The Liberal Buddhist: an introduction

The Liberal Buddhist blog’s mission is to provide a forum for the exploration of the overlapping values of Buddhism and liberalism.  All of the posts published here will share the single overarching goal of highlighting the ways in which these two systems of thought – one ethical, the other political – complement one another.  On a more granular level, each individual post will concern itself with one or another of the multitude of philosophical and/or societal issues that challenge us today, with the specific goal of teasing out from the combined tenets of liberalism and Buddhism a potentially useful and possibly unique perspective on the topic being considered.

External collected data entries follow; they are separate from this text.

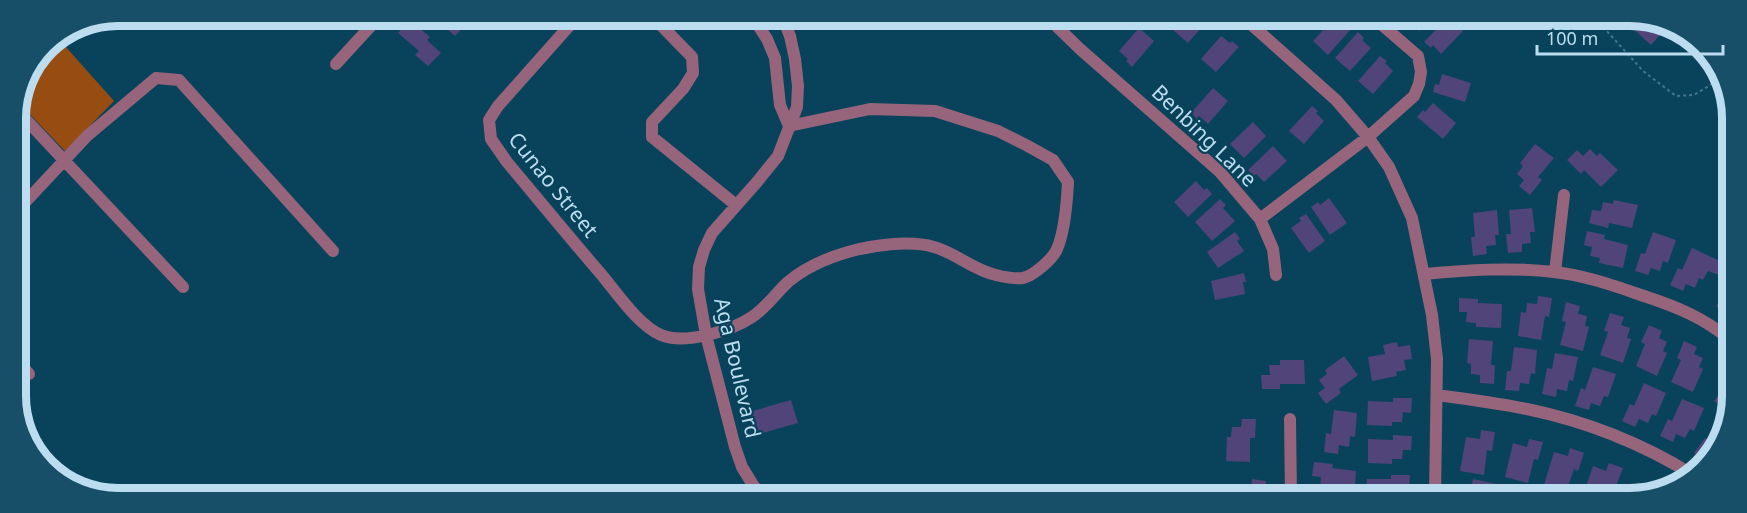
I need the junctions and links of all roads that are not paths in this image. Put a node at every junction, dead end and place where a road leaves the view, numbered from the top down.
1 (372, 25) edge
2 (570, 25) edge
3 (661, 25) edge
4 (758, 25) edge
5 (786, 25) edge
6 (1055, 25) edge
7 (1252, 25) edge
8 (1382, 25) edge
9 (336, 64) dead end
10 (26, 120) edge
11 (789, 126) junction
12 (1368, 137) junction
13 (64, 160) junction
14 (1564, 195) dead end
15 (26, 201) edge
16 (736, 205) junction
17 (1260, 219) junction
18 (333, 251) dead end
19 (1555, 272) junction
20 (1424, 274) junction
21 (1276, 275) dead end
22 (183, 287) dead end
23 (1722, 333) edge
24 (706, 335) junction
25 (26, 370) edge
26 (29, 374) dead end
27 (1437, 395) junction
28 (1290, 419) dead end
29 (1683, 469) edge
30 (1291, 487) edge
31 (1435, 487) edge
32 (756, 488) edge

1 - 9 street
2 - 24 street, Cunao Street
3 - 16 street
4 - 11 street
5 - 11 street, Aga Boulevard
6 - 17 street, Benbing Lane
7 - 12 street
8 - 12 street, Benbing Lane
10 - 13 street
11 - 16 street, Aga Boulevard
11 - 24 street, Cunao Street
12 - 17 street, Benbing Lane
12 - 20 street
13 - 15 street
13 - 18 street
13 - 22 street
14 - 19 street
16 - 24 street, Aga Boulevard
17 - 21 street
19 - 20 street
19 - 23 street
20 - 27 street
24 - 32 street, Aga Boulevard
25 - 26 street
27 - 29 street
27 - 31 street
28 - 30 street

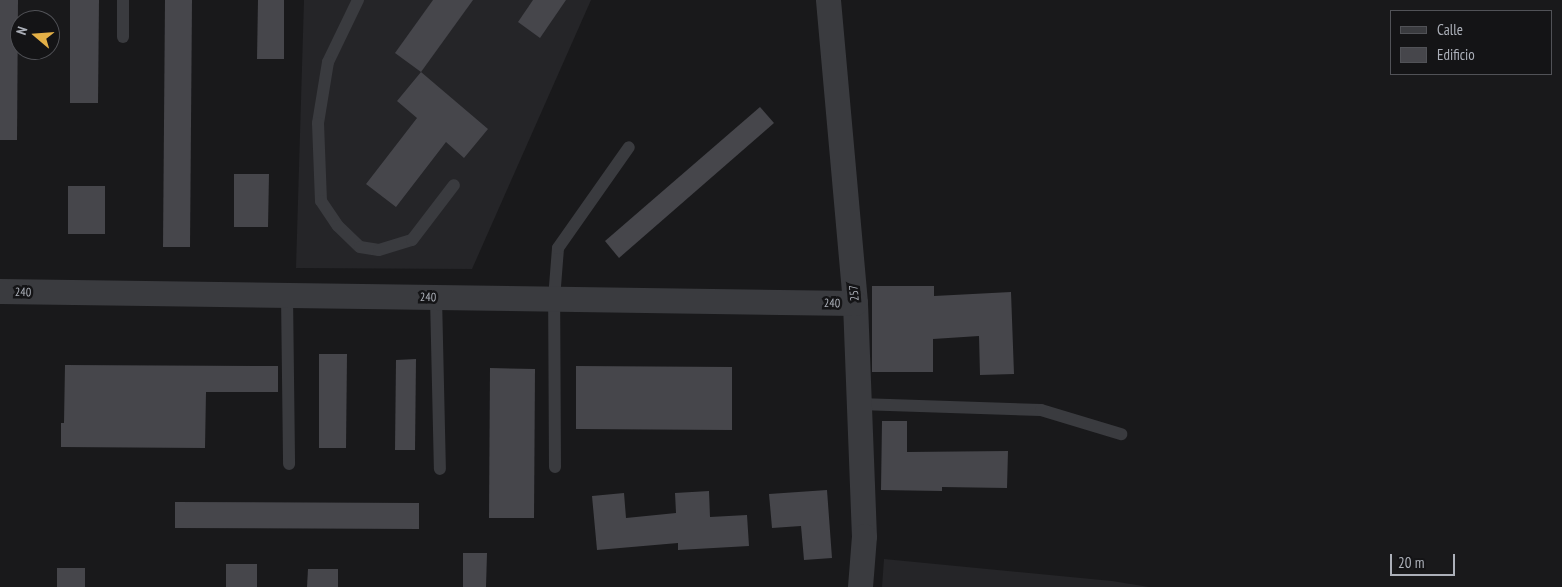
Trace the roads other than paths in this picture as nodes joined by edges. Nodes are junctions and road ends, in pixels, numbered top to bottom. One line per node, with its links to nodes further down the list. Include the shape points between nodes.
1 (123, 0): 4 (lane)
2 (358, 0): 6 (lane, via 328,62 318,123 321,201 338,226 360,247 379,250 412,240)
3 (828, 0): 11 (street, 257)
4 (123, 37)
5 (629, 147): 10 (lane, via 558,248)
6 (454, 185)
7 (0, 292): 8 (street, 240)
8 (287, 295): 9 (street, 240); 14 (lane)
9 (436, 297): 10 (street, 240); 16 (lane)
10 (554, 299): 11 (street, 240); 15 (lane)
11 (855, 303): 12 (street, 257)
12 (859, 404): 13 (lane, via 1041,410); 17 (street, 257, via 864,536)
13 (1121, 434)
14 (290, 464)
15 (554, 467)
16 (440, 469)
17 (860, 587)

The purpose defined above rests on two specific convictions that have long been held by this blogger:  first, that Buddhism – with its focus on the interconnectedness of all beings and its exhortation for every being to practice the threefold virtues of generosity, compassion, and wisdom – offers the most viable (and, perhaps, the only viable) path for resolving our current national and global problems effectively and humanely; and second, that liberalism – with its long history of focusing on the welfare of all members of society, and especially on the welfare of the least-advantaged among us – offers the most natural (and, perhaps, the only natural) home for a politically engaged Buddhism.


6 thoughts on “The Liberal Buddhist: an introduction

  1. Hi Tom!

    I know just what you mean (in so far as we can ever know what somebody else means!) but the word ‘liberal’ has come to grate a little in UK at least after the ‘Liberals’ sellout to Toryism. But you’re quite right about a theoretical dedication to the welfare of the many. Here now that’s represented by Jeremy Corbyn, a true Socialist.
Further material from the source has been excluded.